Open ivanovaleksey opened this issue 8 years ago • 13 comments

Hi @atipugin,

while working on #118 I found myself spending most of the time on verifying if particular Type or Method is up to date with documentation (the whole thing is very error prone).

So I consider implementing some handy tool to automate the job and avoid silly mistakes. I added rake task telegram:check. The current behaviour is comparing actual API with the one in the gem.

$ rake telegram:check
Missing types are:
 - WebhookInfo
 - VideoNote
 - UserProfilePhotos
 - ChatMember
 - ResponseParameters
 - InputFile
 - InlineQueryResult
 - LabeledPrice
 - Invoice
 - ShippingAddress
 - OrderInfo
 - ShippingOption
 - SuccessfulPayment
 - ShippingQuery
 - PreCheckoutQuery

Missing methods are:
 - sendVideoNote
 - deleteMessage
 - sendInvoice
 - answerShippingQuery
 - answerPreCheckoutQuery

Currently it shows only "whole" missing objects but I consider adding ability to examine particular type on attributes-level. For instance, we can add parameter to the rake task

$ rake telegram:check Message

The above should check attributes of Types::Message.

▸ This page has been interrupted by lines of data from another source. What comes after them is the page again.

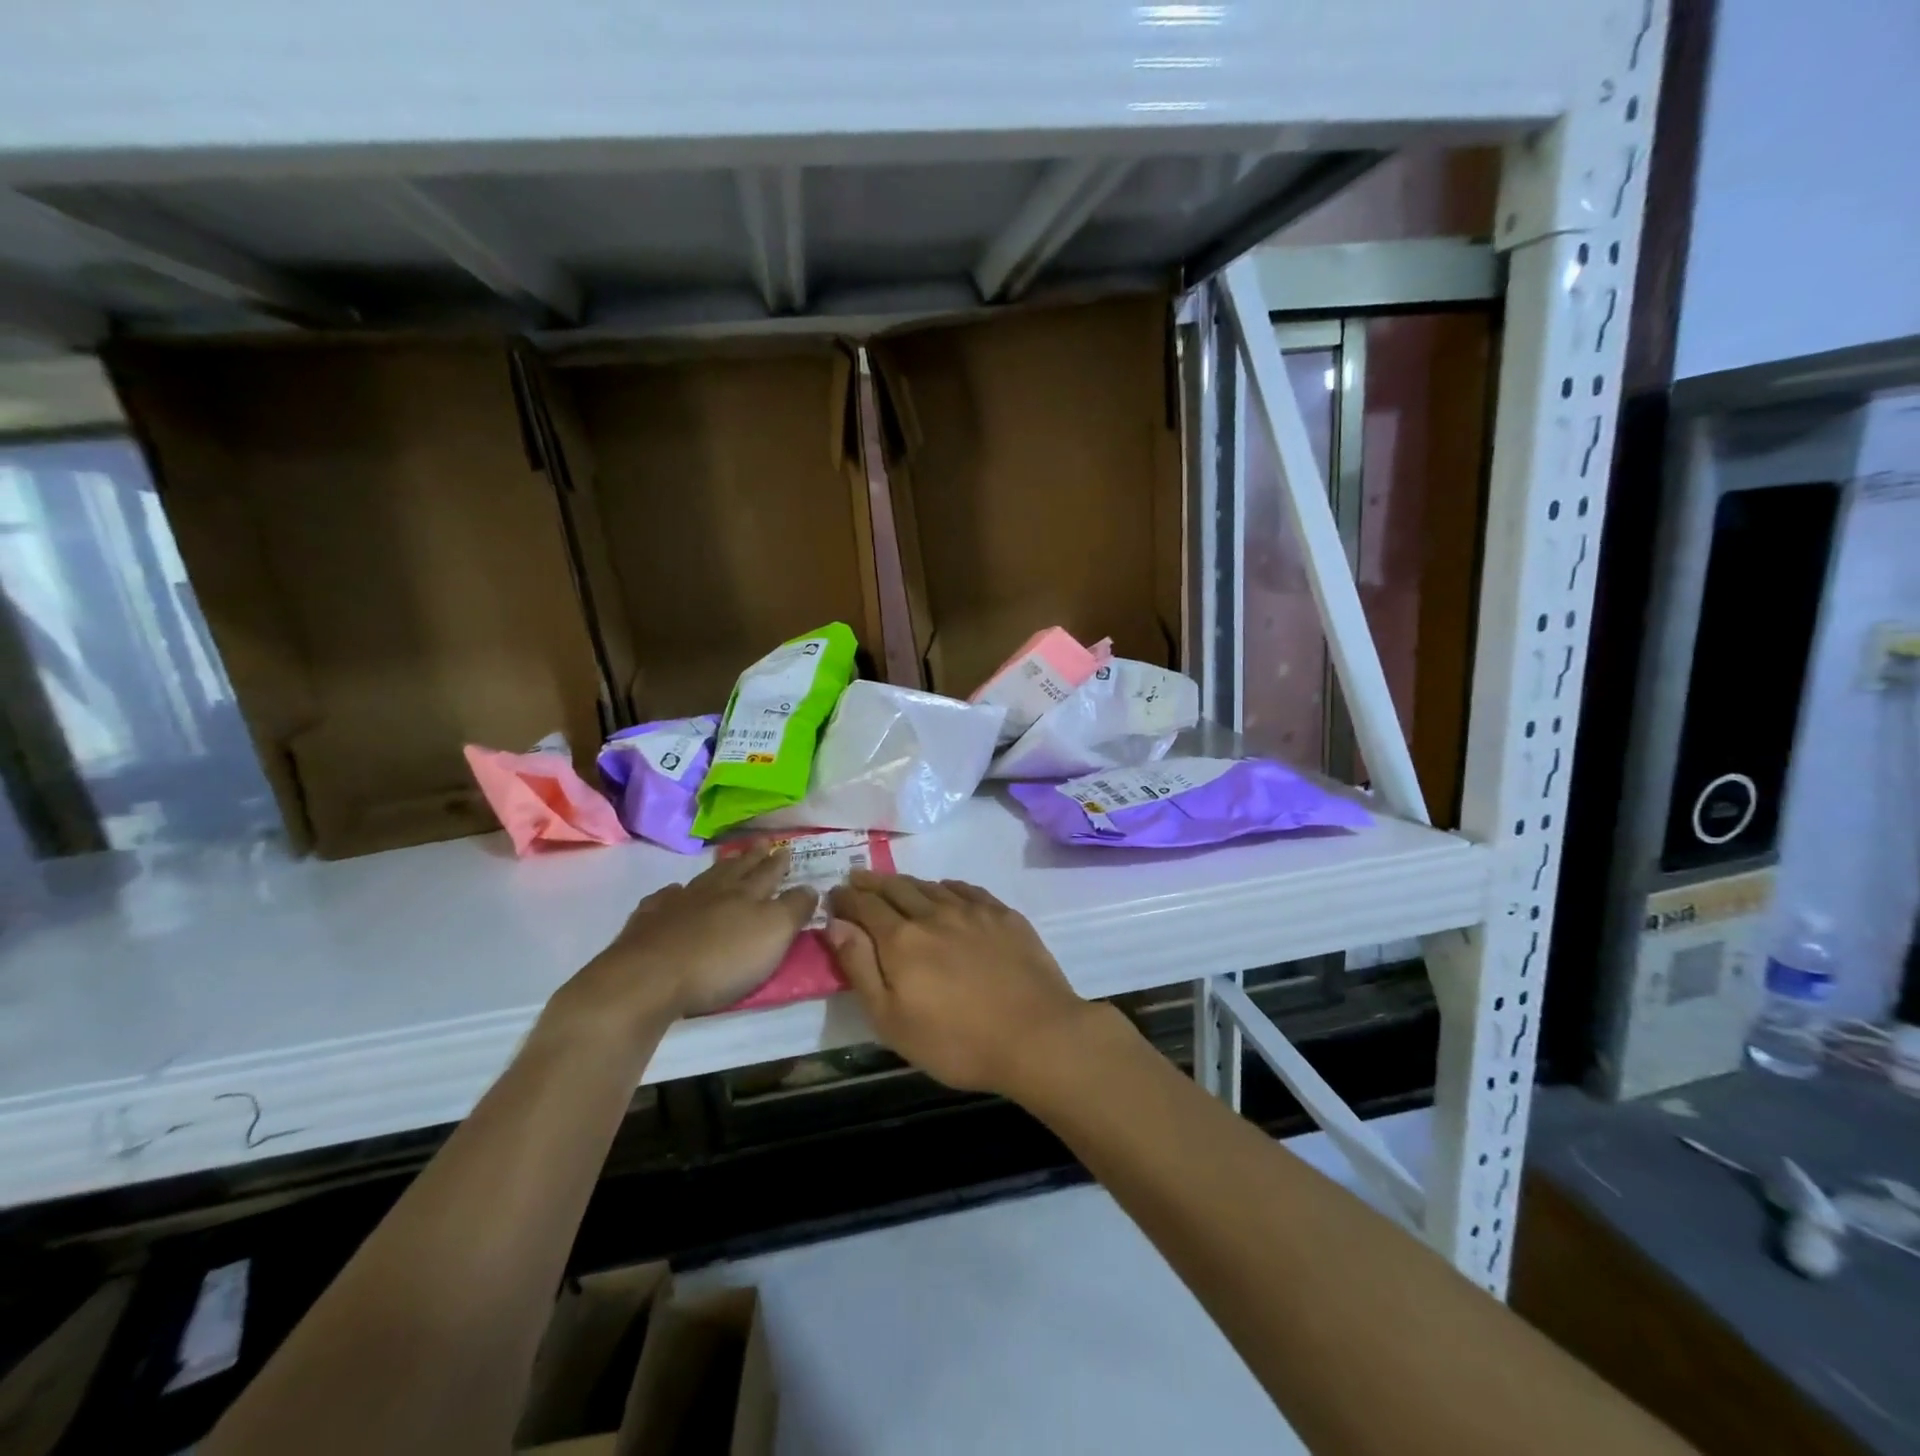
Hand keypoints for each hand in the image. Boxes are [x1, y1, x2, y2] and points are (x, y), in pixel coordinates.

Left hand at [543, 845, 815, 1052]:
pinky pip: (664, 899)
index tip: (787, 848)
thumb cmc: (721, 960)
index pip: (769, 873)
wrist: (649, 978)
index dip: (779, 862)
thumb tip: (810, 886)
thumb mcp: (773, 935)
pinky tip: (674, 893)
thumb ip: (794, 909)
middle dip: (753, 857)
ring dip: (718, 870)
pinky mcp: (648, 922)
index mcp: (747, 894)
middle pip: (737, 870)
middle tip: (762, 843)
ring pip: (703, 879)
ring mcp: (677, 904)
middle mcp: (713, 891)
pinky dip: (674, 894)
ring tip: (726, 861)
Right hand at [824, 872, 1106, 1097]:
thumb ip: (860, 968)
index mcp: (901, 939)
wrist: (1036, 1035)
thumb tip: (836, 924)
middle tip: (857, 878)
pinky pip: (966, 889)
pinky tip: (945, 890)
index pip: (865, 906)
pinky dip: (946, 887)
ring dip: (906, 882)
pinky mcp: (1003, 915)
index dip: (846, 898)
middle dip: (871, 882)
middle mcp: (933, 913)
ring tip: (895, 884)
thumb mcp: (892, 1020)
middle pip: (896, 888)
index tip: (835, 894)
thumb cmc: (956, 1041)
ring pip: (930, 886)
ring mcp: (972, 911)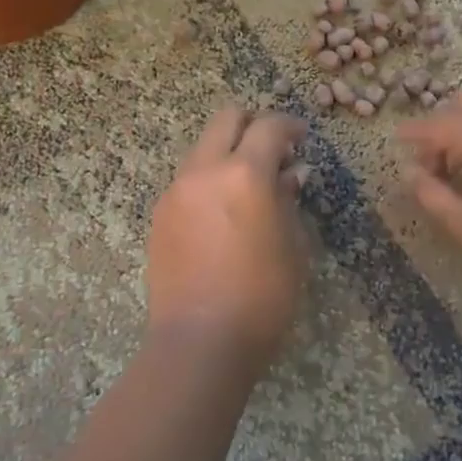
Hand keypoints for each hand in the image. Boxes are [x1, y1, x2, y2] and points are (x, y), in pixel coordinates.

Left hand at [146, 108, 308, 374]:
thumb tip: (288, 174)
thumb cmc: (262, 297)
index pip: (269, 127)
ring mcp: (176, 191)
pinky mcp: (160, 215)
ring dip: (227, 153)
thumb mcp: (292, 246)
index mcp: (244, 174)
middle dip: (252, 125)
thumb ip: (288, 200)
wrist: (200, 341)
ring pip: (202, 148)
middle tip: (272, 151)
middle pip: (226, 119)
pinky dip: (208, 180)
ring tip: (247, 188)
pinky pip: (188, 180)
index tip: (301, 138)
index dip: (290, 127)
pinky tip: (222, 215)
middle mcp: (204, 171)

The solution might be a little dirty because we need to parse HTML and there are no particular section for all the types and all the methods in documentation (they are mixed altogether). But it seems work for now.

What do you think about it? Maybe you have some suggestions about naming and structuring?

Thank you.

ivanovaleksey avatar May 21 '17 06:05 ivanovaleksey

Hi @ivanovaleksey. I thought about same thing some time ago. I agree what checking all these methods and types is annoying.

Your solution looks good. One thing i'd like to change is a task name. It's sounds too generic right now. Maybe something like telegram:bot:check_missing?

atipugin avatar May 21 '17 12:05 atipugin

Yes, I think telegram:bot:check_missing is more suitable. And what do you think about task for checking particular types? How do we name it, telegram:bot:check_attributes?

I think it can receive types to be checked, and if no arguments are specified it should check all the types. For instance,

$ rake telegram:bot:check_attributes['Message Update']
# check attributes for types: Message and Update

$ rake telegram:bot:check_attributes
# check attributes for all types

ivanovaleksey avatar May 21 '17 13:05 ivanovaleksey

check_attributes sounds good. Will you implement it in this PR?

atipugin avatar May 22 '17 08:05 atipugin

Yes, I plan to implement both tasks in this PR. check_attributes turns out more complicated. I am not sure about it's functionality but I would like it to perform the following checks:

  • Compare expected and actual attributes list (if there are some added/removed)
  • Compare types of those attributes

I am not sure if Telegram could remove any attribute from a Type or change it's type. But potentially it could be done, so I would like to be able to detect such changes.

What do you think? It is unnecessary sophistication?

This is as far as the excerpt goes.